- Jun 29, 2014
- Reaction score
It's in plain English. I stand by it. Get over it! BTW, and I'm serious, if I had the kind of issues with a particular style of guitar's balance that you seem to have, I'd play a different kind of guitar.
Biddlin, first, I admire and respect the fact that you’re willing to stand by your words. A lot of people wouldn't do that, especially the words 'neck dive is 99.99% psychogenic.' This is not meant to be an attack on you, I’m really not interested in trading insults. I want to know what you mean by some statements, and what attitude is informing some of your advice in this and similar threads. That’s all.
Secondly, Plain English actually means something. You move away from it when you make up a spurious statistic. People do it all the time, for a reason, but it’s not in keeping with the principles of Plain English. No one who reads your sentence can tell if you mean ‘on 99.99% of occasions’ or ’99.99% of the effect’ – good Plain English equivalents would be ‘almost always’ or ‘almost entirely’. Try putting those words in place of ’99.99%’ - See the difference? That’s how Plain English works.

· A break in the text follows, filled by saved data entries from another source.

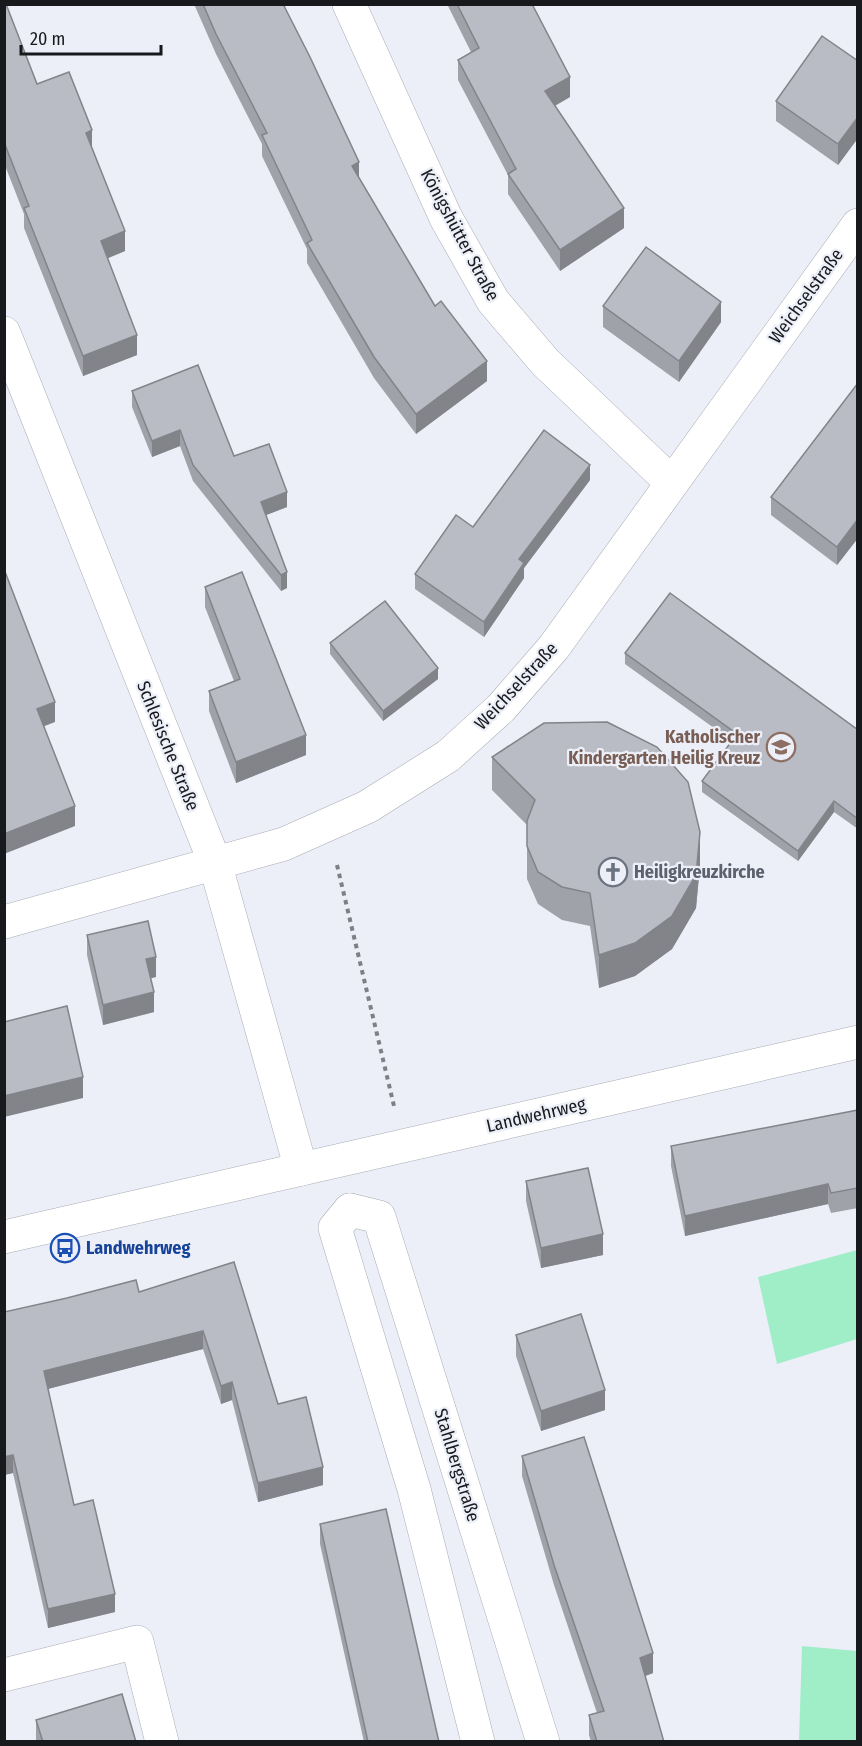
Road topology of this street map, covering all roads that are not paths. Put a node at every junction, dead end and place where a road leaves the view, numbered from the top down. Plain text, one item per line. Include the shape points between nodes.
1 (349, 4) edge
2 (858, 225) edge
3 (4, 333) edge
4 (671, 482) junction
5 (215, 863) junction
6 (4, 922) edge
7 (858, 1042) edge
8 (338, 1161) junction
9 (301, 1169) junction
10 (350, 1210) junction
11 (4, 1237) edge
12 (4, 1675) edge
13 (162, 1742) edge
14 (478, 1742) edge
15 (543, 1742) edge

1 - 4 street, Königshütter Straße via 446,218 493,301 545,362
2 - 4 street, Weichselstraße
3 - 5 street, Schlesische Straße
4 - 5 street, Weichselstraße via 554,647 501,708 448,756 367,807 328,826 284,844
5 - 6 street, Weichselstraße
5 - 9 street, Schlesische Straße
7 - 8 street, Landwehrweg
8 - 9 street, Landwehrweg
8 - 10 street
9 - 11 street, Landwehrweg
10 - 14 street via 335,1228 414,1489
10 - 15 street, Stahlbergstraße via 379,1217
12 - 13 street via 137,1642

Ironically, this lack of clarity isn’t the issue. Rather than simply standing by these words, could clarify two points?
Firstly, and less importantly, why encourage people to ‘get over it’ when there are a multitude of ways they can effectively deal with it – as outlined in this and other similar threads? What is it that troubles you about people dealing with any neck dive issues, and sharing their methods? You’re baffling me with this attitude, can you explain why it bothers you so much?
Secondly, what do you mean by “neck dive is psychogenic”?
Perhaps we mean different things by ‘neck dive’ so lets be clear: I mean the effect of the headstock moving towards the floor due to poor balance of the instrument and the effect of gravity. This movement will continue until the guitar comes into balance, unless arrested or prevented, (by hand support, strap friction on clothes, alteration to balance, etc.). It’s something that happens ‘in the world’ rather than being a private, mental event: You could record it on a video, play it to some one, and they would be able to observe it. Broadly speaking, do we mean the same thing by ‘neck dive’?
Now, something is psychogenic when it is caused by a psychological process, i.e. its origin is psychological. The word is often used in a medical context, distinguishing between psychological and physiological causes. But if I could move an object using nothing but the power of my mind, it would be reasonable to say the movement was psychogenic in nature.
What you're saying is: 'Neck dive is caused by a psychological process'.
So, Biddlin, how do you support your claim that ‘neck dive is psychogenic’? Are you saying that gravity is just a theory, and you’ve got a better one? There’s a research team who’ll give $10,000 to anyone who can prove paranormal abilities in their lab. If you can get your SG’s headstock to neck dive using nothing but the power of your mind, I’m sure they’ll let you off the 0.01% caused by gravity!
Really, I would love to hear your explanation….
Finally, and only because you’ve said several similar things before, and I think it needs addressing as it encourages people to walk away from SG ownership:
BTW, and I'm serious, if I had the kind of issues with a particular style of guitar's balance that you seem to have, I'd play a different kind of guitar.
Seriously? I never had you down for being such a quitter! You’ve surprised me. Let’s just recap on the ‘seriousness’ of my ‘issues’ with 3 of the last 5 SG’s I’ve owned:
1] An SG I hope to be playing till the day I die. I finally got around to resolving its neck dive tendency permanently, and to my entire satisfaction. (As described here). But if I were you, I’d have a sad SG-shaped hole in my life.
2] A stock SG with a similar degree of neck dive to what  had. I tend to play it sitting. I don’t gig, but if I did, I doubt I’d use it. If I still recorded at all, I’d probably use it – though it’s recently been sonically overshadowed by a Reverend Sensei. Who knows, one day I might sell it, but I do love SGs, so perhaps not. Note that I can love something, and still be aware of flaws in it, that’s down to psychological flexibility, so I’m happy to own that SG. Something I couldn’t say if I were you as I wouldn’t have bought it.
3] An SG Standard bass – not surprisingly it had ferocious neck dive. I bought it new (discounted), enjoyed it, loved the sound, but sold it as soon as I needed space. I made a £100 net profit, and got to experience owning and playing an SG bass, albeit briefly. It’s fair to say that neck dive wasn’t the only reason I sold it – but if it had the balance of my Ibanez bass, I’d probably have sold the Ibanez instead. Had I followed your advice, my life would’ve been poorer, experientially & financially.
Can you still seriously say that if you had ‘the kind of issues I have’ with SGs you wouldn’t own one?
That’s almost as peculiar as saying 'neck dive is 99.99% psychogenic.' Neck dive can be dealt with in a multitude of ways, why fall at the first hurdle, give up, quit & miss out on owning an SG?